» PROMPT
Find each line in the records below that contains the word "John", and copy it out.
BEGIN
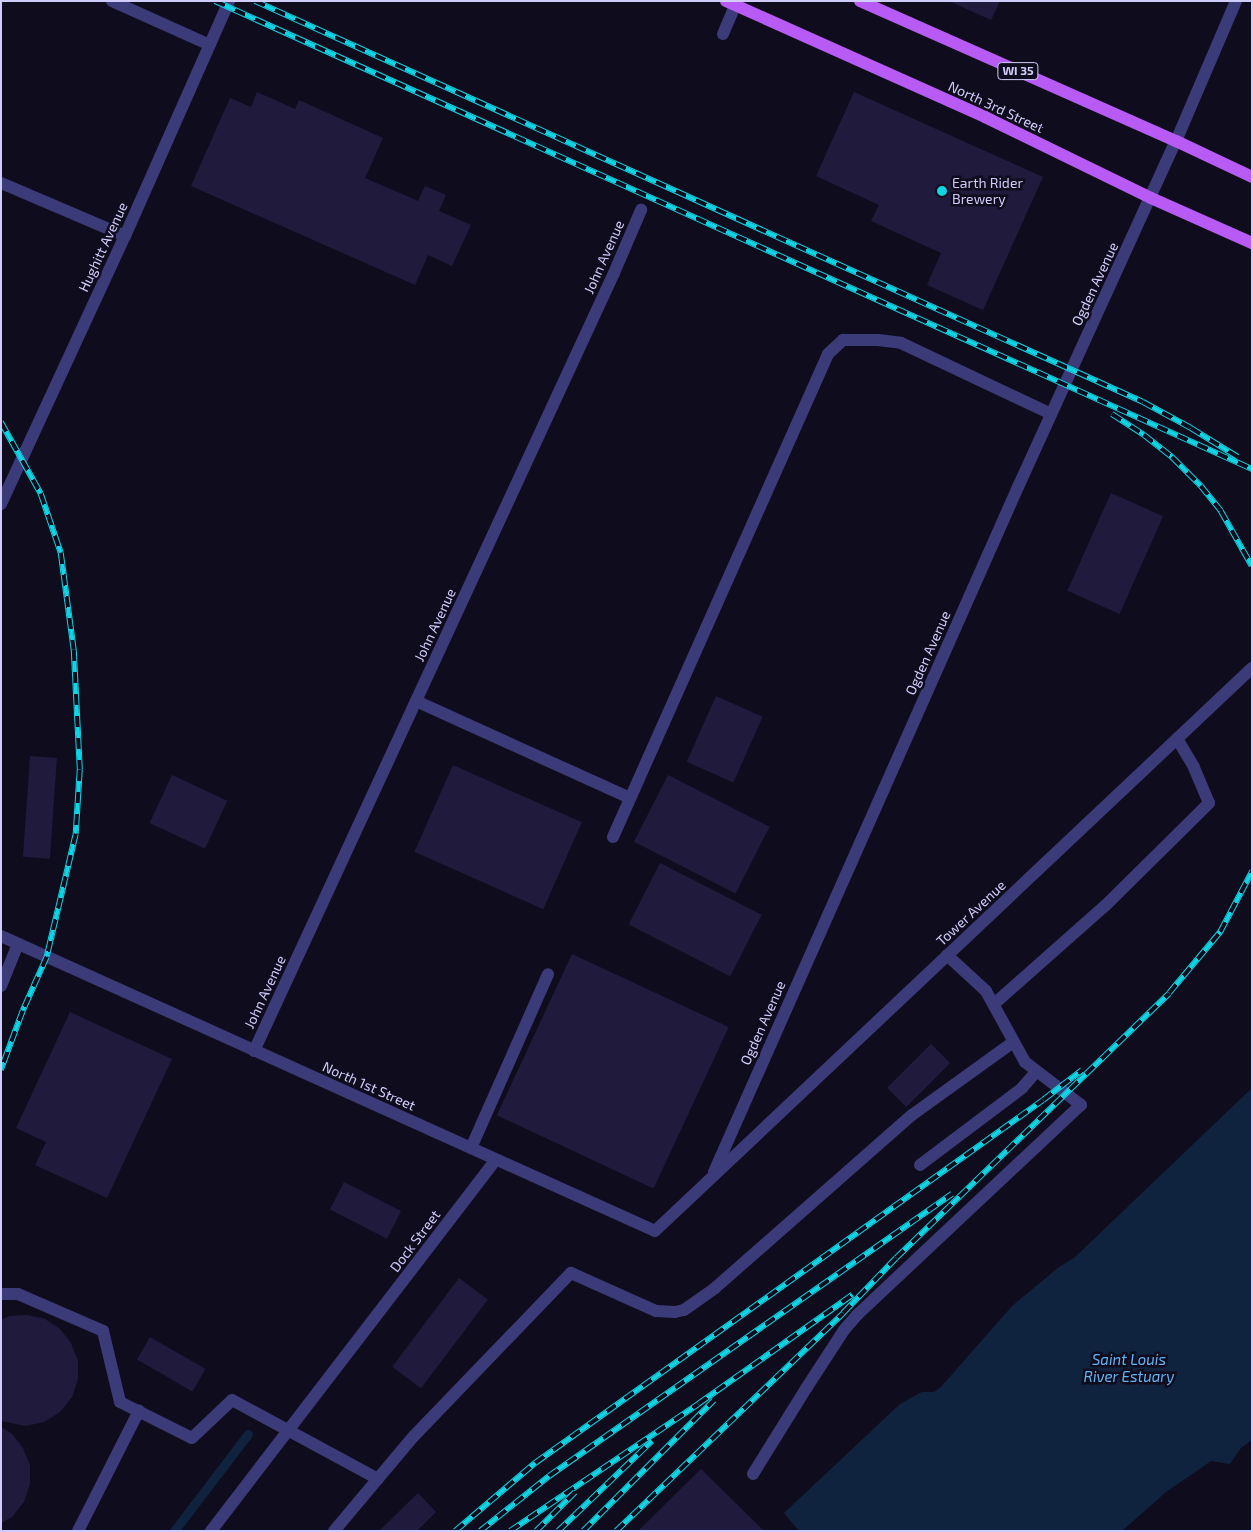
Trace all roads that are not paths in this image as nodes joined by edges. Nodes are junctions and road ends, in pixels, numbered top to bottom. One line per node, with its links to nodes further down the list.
1 (112, 1): 7 (street)
2 (229, 1): 7 (street, Hughitt Avenue)
3 (860, 1): 8 (main road, WI 35)
4 (1236, 1): 8 (street, Ogden Avenue)
5 (733, 3): 6 (street); 11 (main road, North 3rd Street)
6 (722, 34)
7 (210, 45): 13 (street, Hughitt Avenue)
8 (1176, 141): 9 (main road, WI 35); 11 (street, Ogden Avenue)
9 (1252, 177)
10 (1, 183): 13 (street)
11 (1151, 198): 14 (main road, North 3rd Street); 15 (street, Ogden Avenue)
12 (641, 210): 18 (street, John Avenue)
13 (126, 236): 16 (street, Hughitt Avenue)
14 (1252, 243)
15 (1052, 414): 20 (street); 34 (street, Ogden Avenue)
16 (1, 504)
17 (1252, 668): 19 (street, Tower Avenue)
18 (416, 701): 20 (street); 29 (street, John Avenue)
19 (1177, 738): 24 (street, Tower Avenue); 27 (street)
20 (630, 798): 21 (street)
21 (613, 837)
22 (1, 936): 23 (street, North 1st Street)
23 (18, 944): 26 (street); 29 (street, North 1st Street)
24 (947, 955): 27 (street); 34 (street, Tower Avenue)
25 (548, 974): 31 (street)
26 (1, 986)
27 (994, 1004): 28 (street)
28 (1012, 1043): 30 (street); 39 (street)
29 (254, 1052): 31 (street, North 1st Street)
30 (1036, 1072): 33 (street); 38 (street)
31 (471, 1148): 32 (street, North 1st Street)
32 (496, 1160): 34 (street, North 1st Street); 37 (street, Dock Street)
33 (920, 1165)
34 (710, 1179)
35 (1, 1294): 36 (street)
36 (139, 1411): 37 (street); 40 (street)
37 (288, 1430): 39 (street); 41 (street, Dock Street)
38 (753, 1474)
39 (378, 1479): 42 (street)
40 (78, 1531)
41 (211, 1531)
42 (334, 1531)

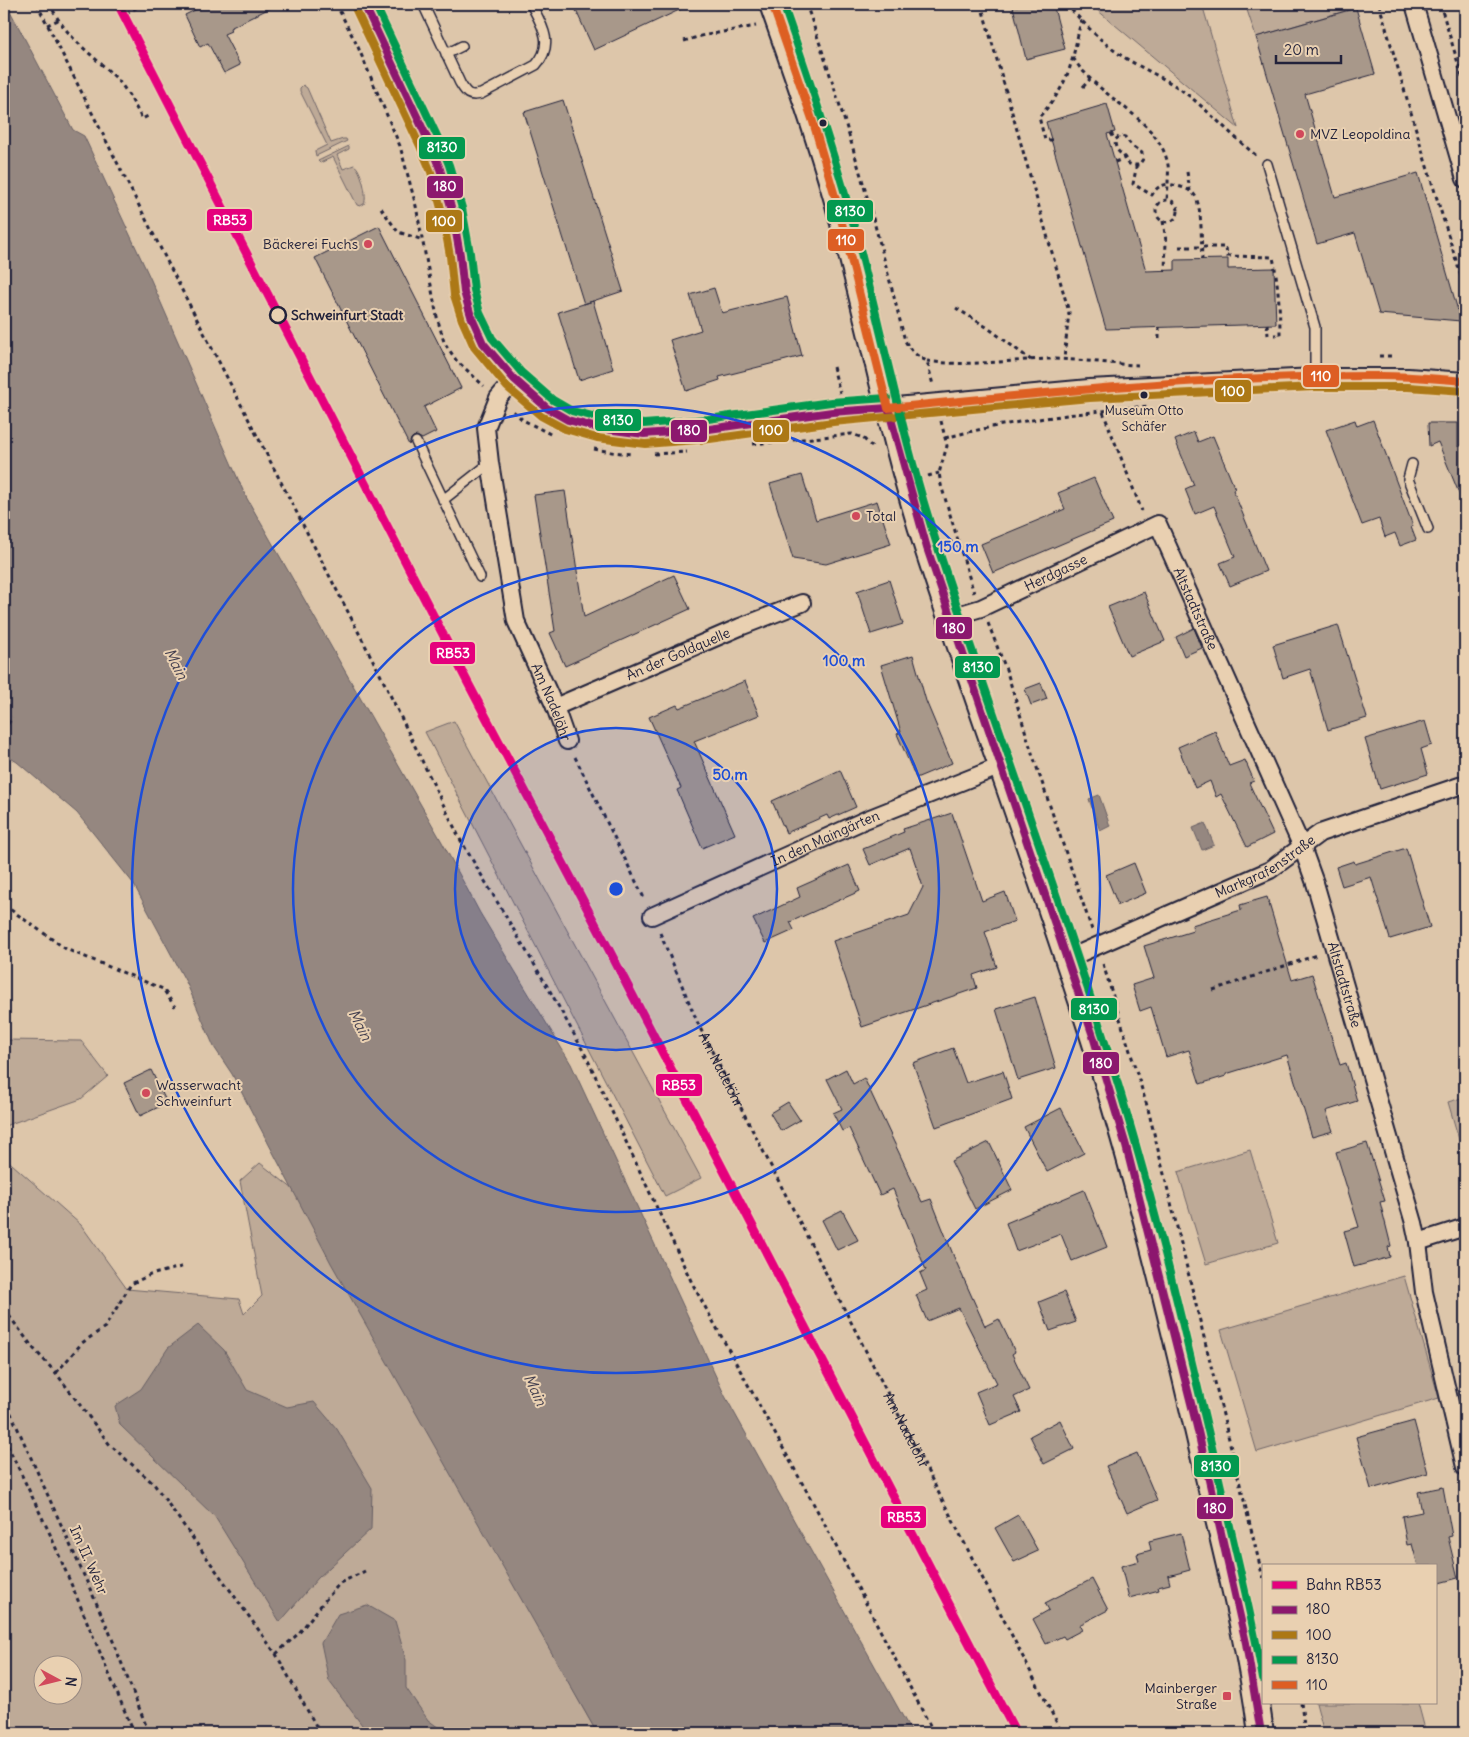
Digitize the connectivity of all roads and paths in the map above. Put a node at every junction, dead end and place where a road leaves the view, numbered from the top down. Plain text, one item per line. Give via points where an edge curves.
1 (37, 4) edge
2 (130, 4) edge
3 (336, 4) edge
4 (364, 4) edge
5 (423, 4) edge
6 (532, 4) edge
7 (772, 4) edge
8 (806, 4) edge
9 (981, 4) edge
10 (1066, 4) edge
11 (1379, 4) edge
12 (1414, 4) edge
13 (1440, 4) edge
14 (142, 5) dead end
15 (53, 10) dead end
16 (133, 10) junction
17 (126, 13) dead end
18 (58, 20) junction
19 (1081, 20) junction
20 (47, 25) junction
21 (756, 26) dead end
22 (684, 41) dead end
23 (462, 46) dead end
24 (446, 54) junction
25 (1073, 58) junction
26 (1090, 79) junction
27 (1465, 86) edge
28 (1083, 87) dead end
29 (148, 116) dead end
30 (1111, 133) dead end
31 (1052, 140) dead end
32 (1116, 140) junction
33 (1125, 158) junction
34 (1115, 162) dead end
35 (1267, 164) joint
36 (1136, 165) junction
37 (1187, 172) dead end
38 (1465, 179) edge
39 (1168, 184) junction
40 (1190, 191) junction
41 (1167, 200) junction
42 (381, 208) dead end
43 (1163, 221) junction
44 (423, 241) junction
45 (1201, 247) junction
46 (1179, 248) dead end
47 (1202, 260) dead end
48 (1165, 270) dead end
49 (1465, 289) edge
50 (956, 308) dead end
51 (1268, 324) dead end
52 (1159, 327) dead end
53 (1268, 335) dead end
54 (1274, 335) dead end
55 (1159, 339) dead end
56 (1370, 356) dead end
57 (1398, 356) dead end
58 (1064, 359) junction
59 (1031, 360) junction
60 (927, 361) junction
61 (1144, 365) dead end
62 (1315, 377) junction
63 (514, 379) junction
64 (1465, 381) edge
65 (498, 398) junction
66 (937, 403) junction
67 (888, 408) junction
68 (852, 434) dead end
69 (416, 442) dead end
70 (876, 453) dead end
71 (490, 463) junction
72 (1412, 464) dead end
73 (443, 500) junction
74 (1154, 526) junction
75 (1428, 529) dead end
76 (480, 577) dead end
77 (802, 603) dead end
78 (951, 617) junction
79 (555, 707) junction
80 (12, 717) dead end
81 (4, 731) edge
82 (567, 741) joint
83 (1001, 766) junction
84 (1465, 784) edge
85 (1302, 847) junction
86 (4, 905) edge
87 (652, 916) junction
88 (1334, 949) junction
89 (1067, 959) junction
90 (1212, 990) dead end
91 (175, 1007) dead end
92 (1465, 1228) edge
93 (1418, 1242) junction
94 (185, 1266) dead end
95 (4, 1309) edge
96 (56, 1373) junction
97 (4, 1398) edge
98 (4, 1438) edge
99 (1465, 1467) edge
100 (365, 1571) dead end
101 (276, 1654) junction
102 (1301, 1704) edge
103 (134, 1733) edge
104 (149, 1733) edge
105 (320, 1733) edge
106 (934, 1733) edge
107 (1062, 1733) edge
108 (1261, 1733) edge
109 (1305, 1733) edge

1 - 20 path
2 - 16 path
3 - 44 path via 400,146
4 - 63 street via 440,169 452,210 464,292 471,316 483,342
5 - 24 lane
6 - 24 lane via 545,32 546,44 536,65 473,96 466,93
7 - 67 main road via 837,203
8 - 60 path via 830,70 882,246 905,341 910,350
9 - 58 path via 1069,312
10 - 19 path
11 - 49 path
12 - 38 street
13 - 27 path
14 - 16 path
15 - 18 path
16 - 17 path
18 - 20 path
18 - 29 path via 119,82 142,119
19 - 25 path
19 - 35 path via 1118,53 1188,95
20 - 106 path via 374,663 460,839 586,1056 692,1284 818,1510
21 - 22 path
23 - 24 lane
25 - 26 path
25 - 31 path via 1065,82 1040,117 1045,140
26 - 28 path
26 - 39 path via 1154,136 1164,151
30 - 32 path
32 - 33 path via 1115,148
32 - 36 path via 1124,137 1142,153 1143,159
33 - 34 path
33 - 36 path via 1127,163
35 - 62 lane via 1315,327
36 - 39 path via 1133,184 1152,195 1156,188
37 - 40 path
39 - 40 path
39 - 41 path
40 - 45 path via 1199,205
41 - 43 path via 1156,209
41 - 43 path via 1174,202 1178,212 1173,220
42 - 44 path via 398,232
43 - 48 path
44 - 65 path via 436,317 444,342 456,360
45 - 46 path
45 - 47 path
45 - 54 path via 1226,246 1227,256 1273,257 1280,311 1280,335
50 - 59 path
51 - 53 path
52 - 55 path
56 - 57 path
58 - 59 path
58 - 61 path
59 - 60 path
60 - 66 path
62 - 64 street
62 - 66 street via 1089,388
63 - 65 street, Am Nadelöhr
63 - 67 street via 547,408 568,420 644,434
65 - 71 street, Am Nadelöhr via 486,428
66 - 67 street
66 - 74 path via 945,438 966,432 1103,412
67 - 78 main road via 927,548
68 - 70 path via 864,438
69 - 73 lane
71 - 73 lane
71 - 79 street, Am Nadelöhr via 516,621
72 - 75 lane via 1408,479
73 - 76 lane
74 - 78 street, Herdgasse via 981,608
74 - 85 street, Altstadtstraße
77 - 79 street, An der Goldquelle
78 - 83 main road
79 - 82 street, Am Nadelöhr
80 - 81 path
82 - 87 path, Am Nadelöhr
83 - 87 street, In den Maingärten via 865,820
83 - 89 main road
84 - 85 street, Markgrafenstraße via 1320,833
85 - 88 street, Altstadtstraße
85 - 89 street, Markgrafenstraße via 1270,870
86 - 91 path via 66,949 164,990
87 - 107 path, Am Nadelöhr via 704,1034
88 - 90 path
88 - 93 street, Altstadtstraße
89 - 108 main road via 1114,1105 1159,1272 1246,1643
92 - 93 street
93 - 99 street, Altstadtstraße via 1424,1292
94 - 96 path via 130,1284 105,1327 82,1343
95 - 96 path
96 - 101 path via 110,1445 154,1484
97 - 104 path, Im II. Wehr via 109,1631
98 - 103 path via 50,1534
100 - 101 path via 340,1583 299,1634
101 - 105 path
102 - 109 path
END
» EXERCISE RESPONSE
12 (641, 210): 18 (street, John Avenue)
18 (416, 701): 20 (street); 29 (street, John Avenue)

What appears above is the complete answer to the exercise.